Yelena:               Yeah. So, let’s see, maybe about almost 10 years ago I was working in documentary film, Participant Media and I was working on projects like fooding, waiting for Superman and came shortly after the time of an inconvenient truth. I personally saw how film and storytelling can really shift people’s perspective. But also at that time it was also seeing artists and storytelling starting to experiment a bit more with technology and create interactive storytelling. Uh, and places like Canada and Europe that have public funding for just the Roxburghe imitation of, of arts, as you probably know well, was putting funding towards just experimentations of interactive storytelling. So the national film board of Canada had a project called Welcome to Pine Point that really inspired me. There’s somebody, one on RTA in France, was doing a lot of experimentations and that kind of just sparked something in me, something interesting of thinking about participation in storytelling and the audience feeling like they’re part of something. Because if you feel like you’re part of something, then you’re more engaged. And so I started just going after that and investigating it a bit more. At Sundance. I also got inspired at the new frontier section. At that time, I think it was just projection mapping and these immersive installations and it was in the basement over at Sundance, but I knew that there was something there. So I just, I left without actually knowing what my next job was. Really just to explore that and to figure out what that was.

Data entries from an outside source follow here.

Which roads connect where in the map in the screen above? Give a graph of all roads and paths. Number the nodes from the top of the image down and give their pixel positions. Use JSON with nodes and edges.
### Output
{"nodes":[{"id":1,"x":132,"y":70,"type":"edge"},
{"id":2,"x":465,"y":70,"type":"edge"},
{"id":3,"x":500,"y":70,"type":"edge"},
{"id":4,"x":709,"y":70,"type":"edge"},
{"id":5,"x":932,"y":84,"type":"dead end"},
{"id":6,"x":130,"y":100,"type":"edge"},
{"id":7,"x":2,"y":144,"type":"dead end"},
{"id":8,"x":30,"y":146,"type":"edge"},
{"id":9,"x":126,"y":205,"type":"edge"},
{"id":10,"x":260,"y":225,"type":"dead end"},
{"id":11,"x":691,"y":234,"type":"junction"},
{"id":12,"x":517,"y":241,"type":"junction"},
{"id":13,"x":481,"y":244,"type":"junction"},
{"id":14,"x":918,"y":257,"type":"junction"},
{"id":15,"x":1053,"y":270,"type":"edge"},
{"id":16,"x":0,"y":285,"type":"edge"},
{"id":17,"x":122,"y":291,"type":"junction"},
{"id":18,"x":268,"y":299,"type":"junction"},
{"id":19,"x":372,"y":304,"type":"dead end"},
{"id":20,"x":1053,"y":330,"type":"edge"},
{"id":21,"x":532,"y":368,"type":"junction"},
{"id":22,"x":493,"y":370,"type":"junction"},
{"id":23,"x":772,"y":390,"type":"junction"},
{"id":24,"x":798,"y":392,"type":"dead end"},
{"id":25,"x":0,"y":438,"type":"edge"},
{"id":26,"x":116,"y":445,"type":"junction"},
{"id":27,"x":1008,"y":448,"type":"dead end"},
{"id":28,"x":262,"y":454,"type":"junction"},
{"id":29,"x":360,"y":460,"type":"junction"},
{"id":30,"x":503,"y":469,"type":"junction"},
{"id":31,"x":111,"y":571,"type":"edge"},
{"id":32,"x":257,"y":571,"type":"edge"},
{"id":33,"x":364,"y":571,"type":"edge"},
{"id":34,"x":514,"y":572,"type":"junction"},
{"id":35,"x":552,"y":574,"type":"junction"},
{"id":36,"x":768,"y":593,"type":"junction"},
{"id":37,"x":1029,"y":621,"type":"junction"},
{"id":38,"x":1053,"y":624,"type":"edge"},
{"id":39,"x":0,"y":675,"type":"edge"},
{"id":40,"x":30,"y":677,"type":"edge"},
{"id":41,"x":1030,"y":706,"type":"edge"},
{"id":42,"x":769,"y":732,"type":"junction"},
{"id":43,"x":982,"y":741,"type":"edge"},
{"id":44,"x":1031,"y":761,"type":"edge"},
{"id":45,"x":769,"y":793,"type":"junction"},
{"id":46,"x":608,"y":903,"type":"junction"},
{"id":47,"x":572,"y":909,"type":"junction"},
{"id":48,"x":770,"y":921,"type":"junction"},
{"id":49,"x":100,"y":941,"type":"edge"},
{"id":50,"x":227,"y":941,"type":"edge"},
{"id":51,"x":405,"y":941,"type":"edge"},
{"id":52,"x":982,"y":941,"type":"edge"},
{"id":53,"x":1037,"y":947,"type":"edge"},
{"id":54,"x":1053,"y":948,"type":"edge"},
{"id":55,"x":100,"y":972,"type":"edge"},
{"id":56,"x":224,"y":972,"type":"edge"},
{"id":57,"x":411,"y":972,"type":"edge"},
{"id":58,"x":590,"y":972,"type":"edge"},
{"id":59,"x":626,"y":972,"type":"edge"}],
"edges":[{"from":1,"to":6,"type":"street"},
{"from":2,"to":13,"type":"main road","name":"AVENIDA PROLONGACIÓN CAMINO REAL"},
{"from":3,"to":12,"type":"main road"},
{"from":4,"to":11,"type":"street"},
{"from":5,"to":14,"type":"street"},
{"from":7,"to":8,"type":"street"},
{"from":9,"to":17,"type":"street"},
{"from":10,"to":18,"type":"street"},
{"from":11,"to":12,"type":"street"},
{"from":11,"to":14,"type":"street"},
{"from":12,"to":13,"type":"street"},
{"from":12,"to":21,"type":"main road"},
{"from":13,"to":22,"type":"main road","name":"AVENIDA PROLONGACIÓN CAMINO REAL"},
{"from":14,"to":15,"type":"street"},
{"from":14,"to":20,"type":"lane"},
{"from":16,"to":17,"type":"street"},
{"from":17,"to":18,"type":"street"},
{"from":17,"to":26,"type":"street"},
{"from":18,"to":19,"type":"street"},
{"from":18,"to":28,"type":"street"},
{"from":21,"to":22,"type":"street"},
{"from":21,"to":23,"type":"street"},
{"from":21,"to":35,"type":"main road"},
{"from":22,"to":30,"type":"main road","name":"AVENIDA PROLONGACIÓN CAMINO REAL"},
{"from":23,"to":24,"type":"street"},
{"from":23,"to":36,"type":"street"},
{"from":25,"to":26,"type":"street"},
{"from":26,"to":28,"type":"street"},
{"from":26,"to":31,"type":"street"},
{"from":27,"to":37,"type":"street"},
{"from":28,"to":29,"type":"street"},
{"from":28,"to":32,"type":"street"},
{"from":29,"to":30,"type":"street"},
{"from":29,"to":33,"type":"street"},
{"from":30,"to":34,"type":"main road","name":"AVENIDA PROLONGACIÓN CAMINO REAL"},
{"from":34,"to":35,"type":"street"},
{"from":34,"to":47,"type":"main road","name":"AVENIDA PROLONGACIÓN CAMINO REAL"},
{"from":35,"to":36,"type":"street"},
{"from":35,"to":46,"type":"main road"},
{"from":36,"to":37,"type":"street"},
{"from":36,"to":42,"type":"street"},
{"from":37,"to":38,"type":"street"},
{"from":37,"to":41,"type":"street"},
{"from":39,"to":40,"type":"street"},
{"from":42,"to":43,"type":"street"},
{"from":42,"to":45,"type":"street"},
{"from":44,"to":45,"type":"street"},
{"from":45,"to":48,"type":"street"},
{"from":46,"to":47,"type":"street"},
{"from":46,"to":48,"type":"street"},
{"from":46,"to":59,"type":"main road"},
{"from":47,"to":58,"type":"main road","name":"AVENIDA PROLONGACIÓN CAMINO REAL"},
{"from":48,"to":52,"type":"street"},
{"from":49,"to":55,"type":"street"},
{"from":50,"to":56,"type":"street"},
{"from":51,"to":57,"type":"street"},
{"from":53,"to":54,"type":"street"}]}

Justine:               Well, that’s brave. And was that a little nerve wrecking or did you feel super confident that you would find the right thing?

Yelena:               Yeah, no it was, it was nerve wracking. But when you’re young and have minimal responsibilities, that’s the time to take those chances. Uh, and then I knew that there, there was something unique there. It was definitely much more nerve wracking for my parents. They were not, we were immigrants from Russia and everything was about creating safety. And for them it didn’t make any sense. So like you can’t even define what this thing is that you want to do. But I knew that there was something to explore there. It was also just seeing the landscape shift a little bit, just more interest happening in that. But it was true. I couldn’t define it. There wasn’t really a job for that necessarily. There wasn’t really a career path for that necessarily, but I just kind of followed that gut feeling.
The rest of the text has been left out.